Note: This is a spoiler free review of Choose Your Own Adventure: House of Danger
Initially published in 1979 and continuing throughout the 80s and 90s, Choose Your Own Adventure (CYOA) books are a familiar sight to most folks today. Readers were able to choose various paths through a story and reach one of potentially dozens of conclusions.
Today we are looking at a board game implementation of the CYOA license. Based on the book House of Danger, one or more players can take on the role of the private detective protagonist as they search through a local house that is haunting their dreams.
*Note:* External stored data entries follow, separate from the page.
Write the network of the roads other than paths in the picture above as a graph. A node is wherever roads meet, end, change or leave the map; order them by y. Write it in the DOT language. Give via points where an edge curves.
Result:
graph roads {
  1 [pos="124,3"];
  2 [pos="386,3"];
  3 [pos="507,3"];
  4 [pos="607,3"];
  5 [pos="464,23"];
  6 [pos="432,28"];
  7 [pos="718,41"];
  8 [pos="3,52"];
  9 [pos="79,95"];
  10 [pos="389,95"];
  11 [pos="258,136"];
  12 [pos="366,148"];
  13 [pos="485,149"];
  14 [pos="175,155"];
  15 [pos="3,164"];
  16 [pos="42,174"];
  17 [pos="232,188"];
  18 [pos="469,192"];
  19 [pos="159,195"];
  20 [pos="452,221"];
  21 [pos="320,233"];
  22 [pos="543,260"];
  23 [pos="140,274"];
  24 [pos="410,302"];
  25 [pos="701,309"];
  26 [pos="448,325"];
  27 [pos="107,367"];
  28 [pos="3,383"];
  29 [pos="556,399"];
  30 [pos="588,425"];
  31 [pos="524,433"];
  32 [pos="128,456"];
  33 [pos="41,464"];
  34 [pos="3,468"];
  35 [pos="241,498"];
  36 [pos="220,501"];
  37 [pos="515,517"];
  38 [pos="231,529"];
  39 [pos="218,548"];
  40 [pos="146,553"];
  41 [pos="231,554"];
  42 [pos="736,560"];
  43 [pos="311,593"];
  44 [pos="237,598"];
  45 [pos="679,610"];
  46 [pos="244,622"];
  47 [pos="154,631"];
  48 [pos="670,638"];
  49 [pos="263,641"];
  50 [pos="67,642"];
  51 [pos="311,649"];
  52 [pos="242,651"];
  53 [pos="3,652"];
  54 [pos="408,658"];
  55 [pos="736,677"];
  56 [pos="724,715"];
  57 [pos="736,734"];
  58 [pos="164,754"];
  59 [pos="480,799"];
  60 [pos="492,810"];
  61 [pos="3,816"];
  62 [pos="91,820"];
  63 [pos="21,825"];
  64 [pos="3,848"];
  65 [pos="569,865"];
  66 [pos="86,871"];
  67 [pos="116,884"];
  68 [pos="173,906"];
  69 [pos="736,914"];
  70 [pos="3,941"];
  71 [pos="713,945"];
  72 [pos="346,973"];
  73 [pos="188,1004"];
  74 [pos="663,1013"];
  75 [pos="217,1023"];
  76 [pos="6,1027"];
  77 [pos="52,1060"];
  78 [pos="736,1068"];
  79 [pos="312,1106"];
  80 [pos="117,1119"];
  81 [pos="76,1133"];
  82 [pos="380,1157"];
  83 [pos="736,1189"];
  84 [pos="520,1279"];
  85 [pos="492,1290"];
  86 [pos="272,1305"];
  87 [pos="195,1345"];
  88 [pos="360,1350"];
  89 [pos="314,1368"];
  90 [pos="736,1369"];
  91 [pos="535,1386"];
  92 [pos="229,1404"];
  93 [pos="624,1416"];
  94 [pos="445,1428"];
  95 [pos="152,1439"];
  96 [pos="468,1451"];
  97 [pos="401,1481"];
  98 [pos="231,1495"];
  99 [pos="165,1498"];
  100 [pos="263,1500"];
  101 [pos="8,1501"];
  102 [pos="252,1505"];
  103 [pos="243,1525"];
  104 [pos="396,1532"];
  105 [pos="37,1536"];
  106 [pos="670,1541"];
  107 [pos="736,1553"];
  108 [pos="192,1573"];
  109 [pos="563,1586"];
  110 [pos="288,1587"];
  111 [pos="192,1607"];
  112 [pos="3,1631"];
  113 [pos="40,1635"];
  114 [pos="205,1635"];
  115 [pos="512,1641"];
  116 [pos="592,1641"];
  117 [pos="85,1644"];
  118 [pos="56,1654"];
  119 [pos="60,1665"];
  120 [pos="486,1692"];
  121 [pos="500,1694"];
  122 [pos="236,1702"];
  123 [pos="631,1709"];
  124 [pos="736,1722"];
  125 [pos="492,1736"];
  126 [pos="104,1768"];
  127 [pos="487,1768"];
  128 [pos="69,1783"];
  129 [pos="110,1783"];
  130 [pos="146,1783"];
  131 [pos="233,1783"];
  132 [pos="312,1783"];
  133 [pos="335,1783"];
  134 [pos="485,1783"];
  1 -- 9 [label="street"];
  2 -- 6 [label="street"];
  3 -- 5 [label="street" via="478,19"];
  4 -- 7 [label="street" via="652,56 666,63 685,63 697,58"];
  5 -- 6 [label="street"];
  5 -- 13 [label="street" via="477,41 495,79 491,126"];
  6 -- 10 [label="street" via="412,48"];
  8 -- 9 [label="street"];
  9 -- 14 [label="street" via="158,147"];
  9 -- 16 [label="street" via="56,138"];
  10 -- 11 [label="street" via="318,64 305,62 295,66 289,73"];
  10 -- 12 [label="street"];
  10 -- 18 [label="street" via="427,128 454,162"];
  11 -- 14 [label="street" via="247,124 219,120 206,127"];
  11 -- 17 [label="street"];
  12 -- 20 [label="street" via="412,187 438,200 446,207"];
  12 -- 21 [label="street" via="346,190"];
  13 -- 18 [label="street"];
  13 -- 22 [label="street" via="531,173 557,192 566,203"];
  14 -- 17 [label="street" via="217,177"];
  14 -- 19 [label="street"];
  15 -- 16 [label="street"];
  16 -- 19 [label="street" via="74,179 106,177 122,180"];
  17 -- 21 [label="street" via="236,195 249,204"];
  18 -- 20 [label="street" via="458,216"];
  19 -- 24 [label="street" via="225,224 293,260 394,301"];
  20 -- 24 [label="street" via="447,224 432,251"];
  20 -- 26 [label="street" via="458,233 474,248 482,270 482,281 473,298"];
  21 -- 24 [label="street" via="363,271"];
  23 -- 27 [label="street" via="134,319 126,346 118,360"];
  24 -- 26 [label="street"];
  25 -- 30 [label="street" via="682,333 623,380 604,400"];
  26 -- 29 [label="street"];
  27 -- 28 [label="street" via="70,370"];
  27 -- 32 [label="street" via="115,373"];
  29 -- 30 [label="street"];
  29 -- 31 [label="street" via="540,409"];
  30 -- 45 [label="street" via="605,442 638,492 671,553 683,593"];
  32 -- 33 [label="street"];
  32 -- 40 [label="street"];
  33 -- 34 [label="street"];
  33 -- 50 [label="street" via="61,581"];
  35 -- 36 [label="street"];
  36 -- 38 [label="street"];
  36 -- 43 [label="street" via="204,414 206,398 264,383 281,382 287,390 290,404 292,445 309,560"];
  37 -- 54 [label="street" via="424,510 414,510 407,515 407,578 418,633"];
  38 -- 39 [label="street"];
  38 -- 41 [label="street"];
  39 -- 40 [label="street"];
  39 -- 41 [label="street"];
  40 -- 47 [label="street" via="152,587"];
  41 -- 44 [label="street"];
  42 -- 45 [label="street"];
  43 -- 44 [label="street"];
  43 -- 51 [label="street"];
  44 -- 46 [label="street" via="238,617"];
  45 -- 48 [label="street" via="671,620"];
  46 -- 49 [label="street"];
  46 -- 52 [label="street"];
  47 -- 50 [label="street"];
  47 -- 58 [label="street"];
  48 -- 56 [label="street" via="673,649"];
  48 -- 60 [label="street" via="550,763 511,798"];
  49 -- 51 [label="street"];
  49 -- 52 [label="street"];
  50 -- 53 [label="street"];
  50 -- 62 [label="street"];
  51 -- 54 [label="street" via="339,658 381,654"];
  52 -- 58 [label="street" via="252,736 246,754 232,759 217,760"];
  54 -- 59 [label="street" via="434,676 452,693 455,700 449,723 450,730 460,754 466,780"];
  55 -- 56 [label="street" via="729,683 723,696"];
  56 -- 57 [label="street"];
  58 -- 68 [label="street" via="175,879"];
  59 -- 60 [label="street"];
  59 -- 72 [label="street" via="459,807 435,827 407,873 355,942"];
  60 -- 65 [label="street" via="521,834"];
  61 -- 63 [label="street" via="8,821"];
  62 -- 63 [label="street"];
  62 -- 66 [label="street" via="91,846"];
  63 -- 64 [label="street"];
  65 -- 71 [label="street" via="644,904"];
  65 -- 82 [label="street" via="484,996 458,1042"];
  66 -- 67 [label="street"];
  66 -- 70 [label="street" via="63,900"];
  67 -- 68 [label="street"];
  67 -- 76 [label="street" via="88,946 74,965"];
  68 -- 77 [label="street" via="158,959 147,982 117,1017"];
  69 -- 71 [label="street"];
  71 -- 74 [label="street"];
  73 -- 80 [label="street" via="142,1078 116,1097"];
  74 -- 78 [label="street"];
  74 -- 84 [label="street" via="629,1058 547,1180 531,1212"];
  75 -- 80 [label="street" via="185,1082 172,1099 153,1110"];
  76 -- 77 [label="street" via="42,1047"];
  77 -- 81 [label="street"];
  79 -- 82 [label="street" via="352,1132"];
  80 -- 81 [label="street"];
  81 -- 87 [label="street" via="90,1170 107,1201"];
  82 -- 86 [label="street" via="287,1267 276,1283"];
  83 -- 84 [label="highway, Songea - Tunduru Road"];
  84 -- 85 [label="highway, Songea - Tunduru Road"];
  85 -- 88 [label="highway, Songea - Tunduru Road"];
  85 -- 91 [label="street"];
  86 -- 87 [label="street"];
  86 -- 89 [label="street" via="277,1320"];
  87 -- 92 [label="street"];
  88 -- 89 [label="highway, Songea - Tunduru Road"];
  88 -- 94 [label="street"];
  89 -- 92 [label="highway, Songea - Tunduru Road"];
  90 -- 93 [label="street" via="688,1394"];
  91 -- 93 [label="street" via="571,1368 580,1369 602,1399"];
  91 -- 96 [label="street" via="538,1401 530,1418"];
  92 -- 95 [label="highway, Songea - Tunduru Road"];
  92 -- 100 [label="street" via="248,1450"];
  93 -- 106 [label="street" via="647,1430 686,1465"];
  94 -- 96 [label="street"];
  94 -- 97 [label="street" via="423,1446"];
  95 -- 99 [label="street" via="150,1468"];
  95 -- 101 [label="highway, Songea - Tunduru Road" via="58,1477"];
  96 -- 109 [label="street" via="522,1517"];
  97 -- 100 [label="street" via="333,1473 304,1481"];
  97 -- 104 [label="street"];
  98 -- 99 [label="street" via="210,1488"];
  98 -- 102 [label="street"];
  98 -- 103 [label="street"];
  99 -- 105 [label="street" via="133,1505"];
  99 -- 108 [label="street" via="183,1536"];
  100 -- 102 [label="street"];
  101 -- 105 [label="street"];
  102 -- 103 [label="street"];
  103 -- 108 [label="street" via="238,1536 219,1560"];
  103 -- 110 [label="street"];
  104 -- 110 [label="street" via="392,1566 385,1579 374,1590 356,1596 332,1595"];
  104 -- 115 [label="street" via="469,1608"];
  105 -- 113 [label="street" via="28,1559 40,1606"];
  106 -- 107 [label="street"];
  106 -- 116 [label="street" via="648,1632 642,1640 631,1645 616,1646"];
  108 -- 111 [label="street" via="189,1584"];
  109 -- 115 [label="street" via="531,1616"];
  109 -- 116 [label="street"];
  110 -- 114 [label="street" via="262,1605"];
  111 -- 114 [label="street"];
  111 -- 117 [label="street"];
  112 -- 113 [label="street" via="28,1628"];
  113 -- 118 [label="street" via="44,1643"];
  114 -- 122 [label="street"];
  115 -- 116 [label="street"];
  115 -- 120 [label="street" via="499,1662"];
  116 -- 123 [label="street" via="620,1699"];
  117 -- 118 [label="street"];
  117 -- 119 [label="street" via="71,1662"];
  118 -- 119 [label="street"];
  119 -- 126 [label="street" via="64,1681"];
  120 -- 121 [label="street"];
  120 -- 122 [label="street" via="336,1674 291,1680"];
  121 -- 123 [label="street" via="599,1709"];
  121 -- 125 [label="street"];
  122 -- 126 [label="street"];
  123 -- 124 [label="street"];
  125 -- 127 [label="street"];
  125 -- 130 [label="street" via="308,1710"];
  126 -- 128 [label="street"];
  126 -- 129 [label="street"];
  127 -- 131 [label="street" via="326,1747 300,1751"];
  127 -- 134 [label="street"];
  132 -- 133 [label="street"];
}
Choose Your Own Adventure: House of Danger takes about 2-3 hours to complete. In theory it can be played by any number of people, but is best as a solo experience.
House of Danger is broken into five chapters, each which takes between 20 and 40 minutes to play. The game is very story driven—much closer to a book than a game. You will start each chapter reading a card which ends with a choice. Your decision will direct you on which card to read next, just like separate pages in a Choose Your Own Adventure book.
However, the difference between the books and the board game implementation is the ability to gather items and experience challenges. Throughout the game you will track both a danger level and your psychic ability level. Each time you come across a challenge, if you choose to attempt it, you must roll a d6 equal to or greater than your current danger level.
Some parts of the story will reward you with clues and items. Sometimes they are immediately useful in various types of challenges. At other times the usefulness of the items won’t be readily apparent until many chapters later (or possibly never).
Once you complete the goal for each chapter you can move on to the next. Alternatively you are normally given an option to go back and search more areas in the chapter at the cost of increasing danger. As you approach the conclusion of the fifth and final chapter there are, just like the book, multiple endings that you may experience.
If you have a large amount of nostalgia for Choose Your Own Adventure books, you are unlikely to be disappointed in what House of Danger has to offer. The experience is almost exactly like reading a book. The addition of managing your inventory and occasionally rolling a die to attempt a challenge adds a new wrinkle to the narrative.
That said, if you are looking for some amount of mechanically rich experience, this isn’t it. The decisions are nearly entirely random. Occasionally there will be hints dropped throughout the chapter that can help you later on, but 99% of the time when choosing between the door and the ladder you really are just picking whatever sounds more appealing to you in the moment.
The die rolling challenges are a small extension of that randomness. There are items that you can use to increase your odds, but they are be used forever and are only discarded if you roll a 1 when using it. This doesn’t give the player much agency in making decisions, as you will just always use the item if it will increase your chances of success. Largely failing challenges doesn’t hurt too much either; you can often retry infinite times only at the expense of the danger level and your psychic level.
Narratively though, House of Danger is fantastic. It’s full of bizarre and interesting imagery and twists you won’t see coming. As you approach the end of the second chapter you’ll have a hard time walking away until you’ve pressed through the entire story. Once complete, you can easily reset all of the cards and pass it on to someone else in your game group or take another run through making slightly different choices.
House of Danger is worth checking out if you are looking for an interactive story. I enjoyed my experience with it and my only concern from that perspective is the $24.99 price point for what amounts to about 3 hours for a single player. Although it can be played multiple times, it’s really best experienced once. But if you have a group that can pass the game around you can certainly get your money’s worth.
Choose Your Own Adventure: House of Danger is hard to classify. It’s almost barely a board game as the decisions aren’t meaningful in any way other than which way the narrative goes. If you know what you are getting into though, and it sounds interesting to you, you’ll have a great experience.
Final Score: 4 Stars – A cool implementation of the Choose Your Own Adventure system.
• Price point is maybe a bit high for what you are getting.
• This isn’t a mechanically interesting experience—you have to be drawn into the narrative to enjoy it.